Saved entries:
Segment Open
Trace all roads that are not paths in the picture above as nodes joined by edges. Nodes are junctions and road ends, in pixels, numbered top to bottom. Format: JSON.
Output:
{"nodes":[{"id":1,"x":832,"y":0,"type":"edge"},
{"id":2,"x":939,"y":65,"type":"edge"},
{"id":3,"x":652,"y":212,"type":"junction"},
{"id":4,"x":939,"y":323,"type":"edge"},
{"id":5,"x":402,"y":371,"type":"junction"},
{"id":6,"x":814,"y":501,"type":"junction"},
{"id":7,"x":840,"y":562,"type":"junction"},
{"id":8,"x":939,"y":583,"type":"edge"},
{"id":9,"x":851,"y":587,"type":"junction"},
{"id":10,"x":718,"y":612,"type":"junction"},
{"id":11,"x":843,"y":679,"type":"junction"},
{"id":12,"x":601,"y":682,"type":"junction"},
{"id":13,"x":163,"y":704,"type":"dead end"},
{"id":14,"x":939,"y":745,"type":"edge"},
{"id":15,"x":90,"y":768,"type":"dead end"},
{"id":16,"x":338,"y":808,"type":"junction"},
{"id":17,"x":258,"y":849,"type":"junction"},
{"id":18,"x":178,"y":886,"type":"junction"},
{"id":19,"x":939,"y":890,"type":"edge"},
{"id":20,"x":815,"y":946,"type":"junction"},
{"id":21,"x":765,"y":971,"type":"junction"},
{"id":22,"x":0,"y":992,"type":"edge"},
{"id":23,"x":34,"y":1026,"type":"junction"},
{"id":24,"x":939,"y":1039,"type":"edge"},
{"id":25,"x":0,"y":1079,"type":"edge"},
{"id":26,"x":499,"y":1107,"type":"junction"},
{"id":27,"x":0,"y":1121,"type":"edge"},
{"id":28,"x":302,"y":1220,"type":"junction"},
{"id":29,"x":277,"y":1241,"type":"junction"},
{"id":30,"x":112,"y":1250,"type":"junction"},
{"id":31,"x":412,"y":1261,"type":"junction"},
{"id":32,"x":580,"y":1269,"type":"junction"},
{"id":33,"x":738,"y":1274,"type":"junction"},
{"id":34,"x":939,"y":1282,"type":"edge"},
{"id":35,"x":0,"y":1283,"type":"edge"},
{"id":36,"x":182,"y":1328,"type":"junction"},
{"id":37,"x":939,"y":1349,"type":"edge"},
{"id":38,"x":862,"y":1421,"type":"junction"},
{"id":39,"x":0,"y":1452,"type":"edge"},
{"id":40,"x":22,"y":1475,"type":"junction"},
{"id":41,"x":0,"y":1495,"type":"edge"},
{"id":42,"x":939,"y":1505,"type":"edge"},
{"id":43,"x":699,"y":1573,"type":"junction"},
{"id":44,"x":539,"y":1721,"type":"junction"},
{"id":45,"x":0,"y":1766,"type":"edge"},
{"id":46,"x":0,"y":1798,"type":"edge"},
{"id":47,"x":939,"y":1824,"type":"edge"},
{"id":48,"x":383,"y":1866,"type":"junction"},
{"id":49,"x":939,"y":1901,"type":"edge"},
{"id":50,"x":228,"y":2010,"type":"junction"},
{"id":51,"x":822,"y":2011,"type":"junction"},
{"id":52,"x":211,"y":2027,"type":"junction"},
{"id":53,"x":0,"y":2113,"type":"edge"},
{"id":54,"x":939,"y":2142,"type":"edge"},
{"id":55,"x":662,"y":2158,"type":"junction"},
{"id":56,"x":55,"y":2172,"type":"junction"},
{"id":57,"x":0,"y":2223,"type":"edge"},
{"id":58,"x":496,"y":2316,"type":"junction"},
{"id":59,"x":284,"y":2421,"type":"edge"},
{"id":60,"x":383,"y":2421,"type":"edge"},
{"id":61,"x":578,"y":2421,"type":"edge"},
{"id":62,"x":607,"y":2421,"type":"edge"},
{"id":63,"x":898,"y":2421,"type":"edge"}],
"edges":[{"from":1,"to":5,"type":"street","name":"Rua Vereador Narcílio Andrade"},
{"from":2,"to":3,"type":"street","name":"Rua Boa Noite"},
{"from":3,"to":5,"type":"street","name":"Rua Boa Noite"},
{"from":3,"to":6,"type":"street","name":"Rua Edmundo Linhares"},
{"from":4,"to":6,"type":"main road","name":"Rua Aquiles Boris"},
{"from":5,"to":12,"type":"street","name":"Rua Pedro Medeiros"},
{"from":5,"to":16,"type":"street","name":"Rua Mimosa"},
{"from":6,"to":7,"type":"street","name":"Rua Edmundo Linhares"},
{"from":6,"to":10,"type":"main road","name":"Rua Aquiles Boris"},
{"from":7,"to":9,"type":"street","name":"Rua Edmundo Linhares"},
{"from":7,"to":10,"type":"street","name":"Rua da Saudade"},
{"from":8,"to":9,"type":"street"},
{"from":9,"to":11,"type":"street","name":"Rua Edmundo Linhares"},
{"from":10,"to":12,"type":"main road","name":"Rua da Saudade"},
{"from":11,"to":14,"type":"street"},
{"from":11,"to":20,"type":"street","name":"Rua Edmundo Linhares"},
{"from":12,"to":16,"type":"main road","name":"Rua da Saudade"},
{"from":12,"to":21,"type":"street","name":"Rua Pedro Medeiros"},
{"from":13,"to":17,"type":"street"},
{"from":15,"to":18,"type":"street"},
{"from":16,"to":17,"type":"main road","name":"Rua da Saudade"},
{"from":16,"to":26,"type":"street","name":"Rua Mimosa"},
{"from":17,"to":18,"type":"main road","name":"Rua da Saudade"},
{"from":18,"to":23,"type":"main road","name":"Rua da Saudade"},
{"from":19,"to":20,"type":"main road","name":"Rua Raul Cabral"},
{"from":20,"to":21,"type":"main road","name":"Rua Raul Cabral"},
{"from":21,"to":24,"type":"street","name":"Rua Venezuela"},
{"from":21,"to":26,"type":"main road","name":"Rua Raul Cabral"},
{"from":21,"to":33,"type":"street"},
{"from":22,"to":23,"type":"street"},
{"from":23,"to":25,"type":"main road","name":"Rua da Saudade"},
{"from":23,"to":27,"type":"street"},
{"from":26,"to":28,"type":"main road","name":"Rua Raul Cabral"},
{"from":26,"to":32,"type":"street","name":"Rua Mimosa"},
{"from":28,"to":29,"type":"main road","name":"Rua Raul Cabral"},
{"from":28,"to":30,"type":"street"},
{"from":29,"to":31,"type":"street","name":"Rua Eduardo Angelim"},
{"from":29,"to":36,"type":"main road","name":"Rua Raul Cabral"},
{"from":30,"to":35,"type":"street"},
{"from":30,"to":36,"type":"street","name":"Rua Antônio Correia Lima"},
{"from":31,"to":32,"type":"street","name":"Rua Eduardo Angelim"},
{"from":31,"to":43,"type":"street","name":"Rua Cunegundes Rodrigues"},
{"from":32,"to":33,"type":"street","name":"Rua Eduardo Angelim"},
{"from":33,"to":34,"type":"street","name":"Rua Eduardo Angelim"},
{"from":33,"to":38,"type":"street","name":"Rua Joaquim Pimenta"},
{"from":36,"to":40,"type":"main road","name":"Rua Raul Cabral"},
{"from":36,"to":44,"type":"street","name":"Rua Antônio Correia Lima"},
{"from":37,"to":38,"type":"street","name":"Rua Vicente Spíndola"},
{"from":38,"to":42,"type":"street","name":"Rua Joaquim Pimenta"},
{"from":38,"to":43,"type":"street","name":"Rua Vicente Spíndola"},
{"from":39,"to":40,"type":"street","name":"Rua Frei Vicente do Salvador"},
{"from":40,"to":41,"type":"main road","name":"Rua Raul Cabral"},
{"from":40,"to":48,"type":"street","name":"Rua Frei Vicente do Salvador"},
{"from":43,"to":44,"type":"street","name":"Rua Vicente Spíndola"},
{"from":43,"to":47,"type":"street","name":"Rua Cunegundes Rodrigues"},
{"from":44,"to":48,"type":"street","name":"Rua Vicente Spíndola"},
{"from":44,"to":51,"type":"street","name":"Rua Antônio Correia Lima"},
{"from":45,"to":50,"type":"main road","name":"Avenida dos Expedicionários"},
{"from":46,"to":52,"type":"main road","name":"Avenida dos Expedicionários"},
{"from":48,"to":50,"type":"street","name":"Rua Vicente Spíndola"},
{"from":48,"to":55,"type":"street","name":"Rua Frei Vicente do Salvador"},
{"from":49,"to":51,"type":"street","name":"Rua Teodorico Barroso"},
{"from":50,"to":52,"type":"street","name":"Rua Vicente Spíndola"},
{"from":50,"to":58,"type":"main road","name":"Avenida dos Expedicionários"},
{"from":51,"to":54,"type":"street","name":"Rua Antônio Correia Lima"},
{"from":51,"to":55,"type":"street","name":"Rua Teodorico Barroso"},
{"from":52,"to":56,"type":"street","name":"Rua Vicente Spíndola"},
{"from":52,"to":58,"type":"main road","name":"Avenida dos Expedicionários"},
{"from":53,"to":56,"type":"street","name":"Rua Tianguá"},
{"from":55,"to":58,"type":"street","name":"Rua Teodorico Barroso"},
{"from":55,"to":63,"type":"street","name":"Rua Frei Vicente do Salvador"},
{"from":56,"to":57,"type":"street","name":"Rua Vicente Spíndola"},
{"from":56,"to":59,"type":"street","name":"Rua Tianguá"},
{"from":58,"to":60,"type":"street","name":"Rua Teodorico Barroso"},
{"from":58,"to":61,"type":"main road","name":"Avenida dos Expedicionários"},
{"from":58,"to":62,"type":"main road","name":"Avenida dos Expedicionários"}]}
Segment Closed
Go through the records and report each line that contains "Eduardo".

Solved problem:
{"from":29,"to":31,"type":"street","name":"Rua Eduardo Angelim"},
{"from":31,"to":32,"type":"street","name":"Rua Eduardo Angelim"},
{"from":32,"to":33,"type":"street","name":"Rua Eduardo Angelim"},
{"from":33,"to":34,"type":"street","name":"Rua Eduardo Angelim"},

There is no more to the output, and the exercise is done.